# Exercise requirements:
Please transcribe the records precisely; pictures stay out of your copy.

(Saved data entries)
Content starts

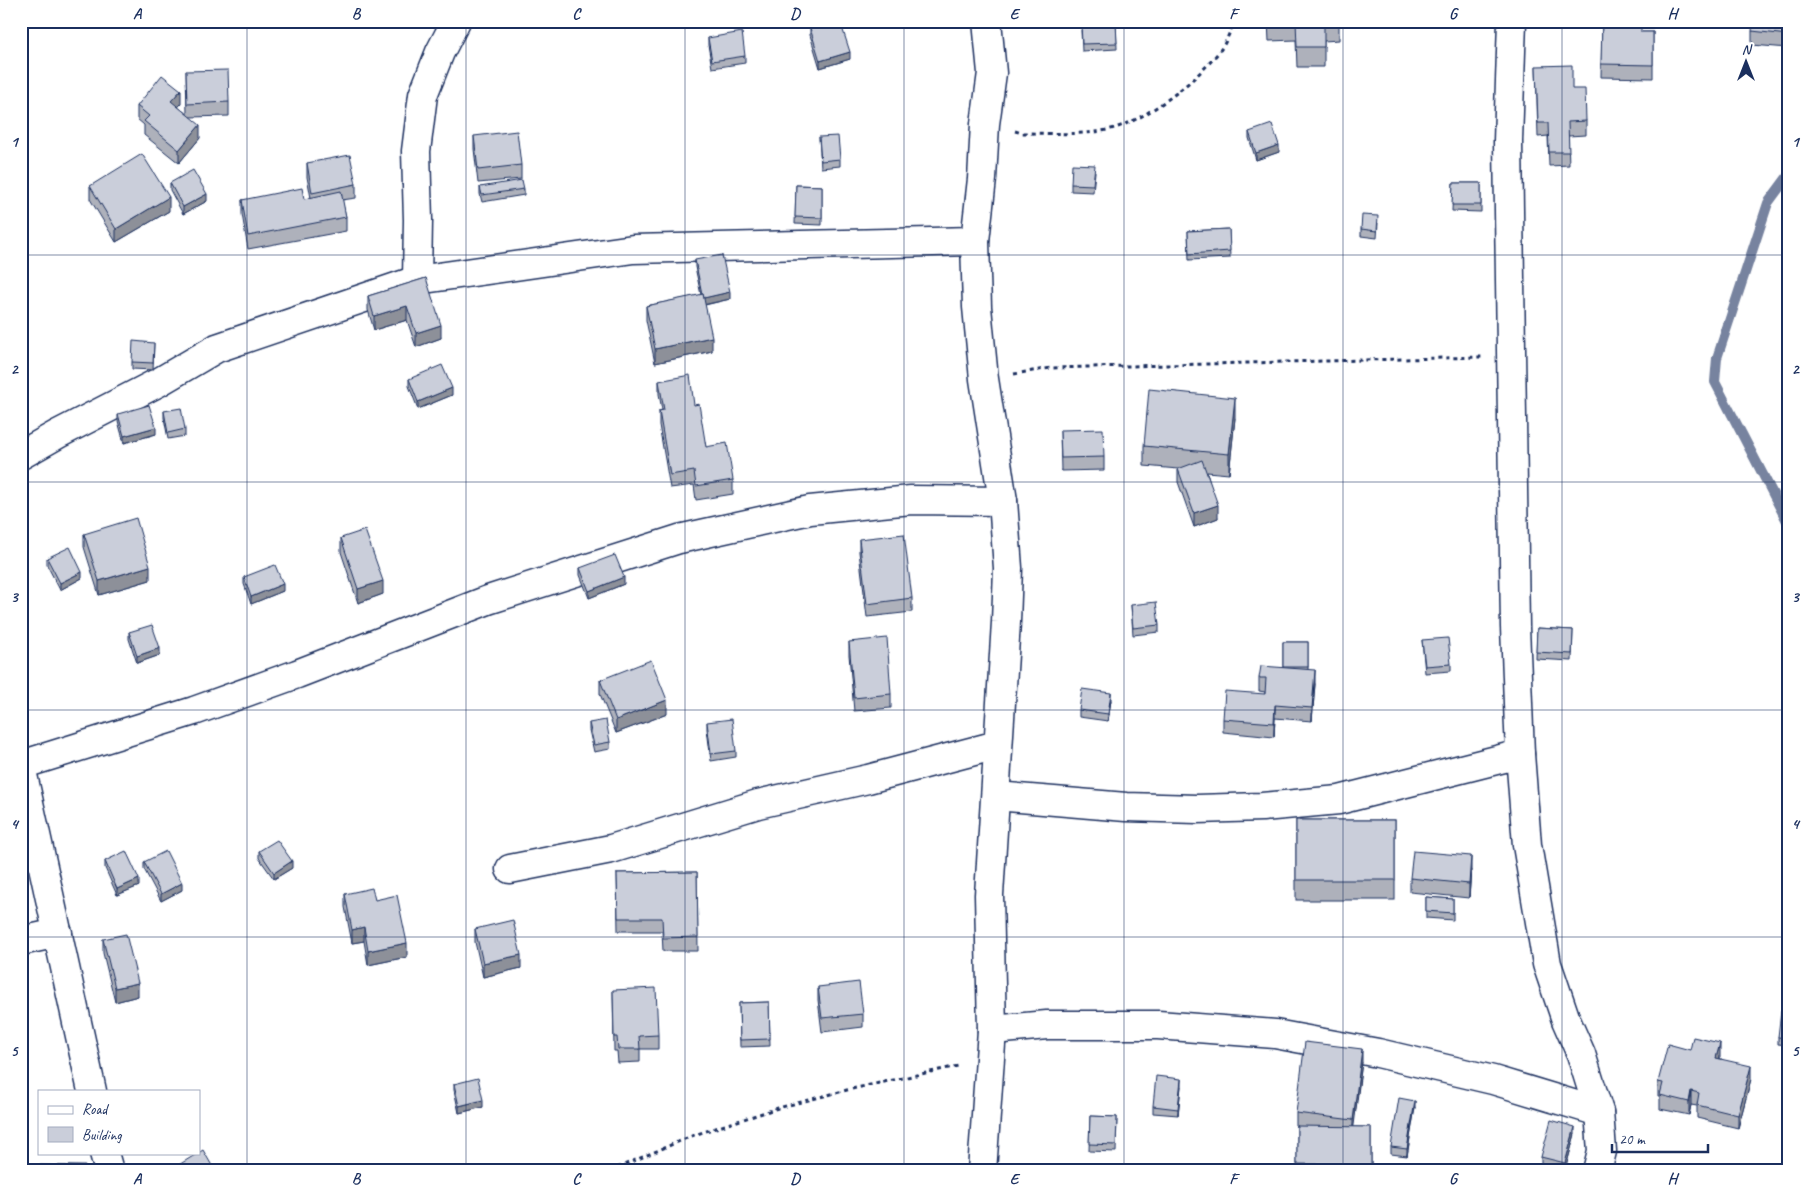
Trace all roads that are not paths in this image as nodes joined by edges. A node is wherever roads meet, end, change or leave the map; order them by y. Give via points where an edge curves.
1 (456, 21) edge
2 (987, 21) edge
3 (1512, 21) edge
4 (975, 241) junction
5 (417, 280) junction
6 (21, 455) edge
7 (1003, 501) junction
8 (997, 745) junction
9 (1520, 754) junction
10 (21, 765) edge
11 (996, 796) junction
12 (510, 869) dead end
13 (58, 933) junction
14 (21, 941) edge
15 (992, 1030) junction
16 (92, 1090) edge
17 (1599, 1112) junction
18 (104, 1154) edge
19 (109, 1171) edge
20 (982, 1171) edge
21 (1597, 1171) edge

1 - 5 street via 423,95 416,151
2 - 4 street via 992,73
3 - 9 street via 1508,141 1515,627
4 - 5 street via 633,249
4 - 7 street via 984,379
5 - 6 street via 216,348
7 - 8 street via 1008,568
7 - 10 street via 911,500 810,510 679,538 488,600 194,711
8 - 11 street
8 - 12 street via 758,804 611,849
9 - 11 street via 1339,800 1262,807 1126,807
9 - 17 street via 1527,845 1547,964
10 - 13 street
11 - 15 street via 989,895
13 - 14 street
13 - 16 street
15 - 17 street via 1047,1025 1158,1025 1275,1034 1378,1053 1493,1080
15 - 20 street
17 - 21 street via 1602,1151
18 - 19 street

Content ends

# Exercise solution:
Trace all roads that are not paths in this image as nodes joined by edges. A node is wherever roads meet, end, change or leave the map; order them by y. Give via points where an edge curves.
1 (456, 21) edge
2 (987, 21) edge
3 (1512, 21) edge
4 (975, 241) junction
5 (417, 280) junction
6 (21, 455) edge
7 (1003, 501) junction
8 (997, 745) junction
9 (1520, 754) junction
10 (21, 765) edge
11 (996, 796) junction
12 (510, 869) dead end
13 (58, 933) junction
14 (21, 941) edge
15 (992, 1030) junction
16 (92, 1090) edge
17 (1599, 1112) junction
18 (104, 1154) edge
19 (109, 1171) edge
20 (982, 1171) edge
21 (1597, 1171) edge

1 - 5 street via 423,95 416,151
2 - 4 street via 992,73
3 - 9 street via 1508,141 1515,627
4 - 5 street via 633,249
4 - 7 street via 984,379
5 - 6 street via 216,348
7 - 8 street via 1008,568
7 - 10 street via 911,500 810,510 679,538 488,600 194,711
8 - 11 street
8 - 12 street via 758,804 611,849
9 - 11 street via 1339,800 1262,807 1126,807
9 - 17 street via 1527,845 1547,964
10 - 13 street
11 - 15 street via 989,895
13 - 14 street
13 - 16 street
15 - 17 street via 1047,1025 1158,1025 1275,1034 1378,1053 1493,1080
15 - 20 street
17 - 21 street via 1602,1151
18 - 19 street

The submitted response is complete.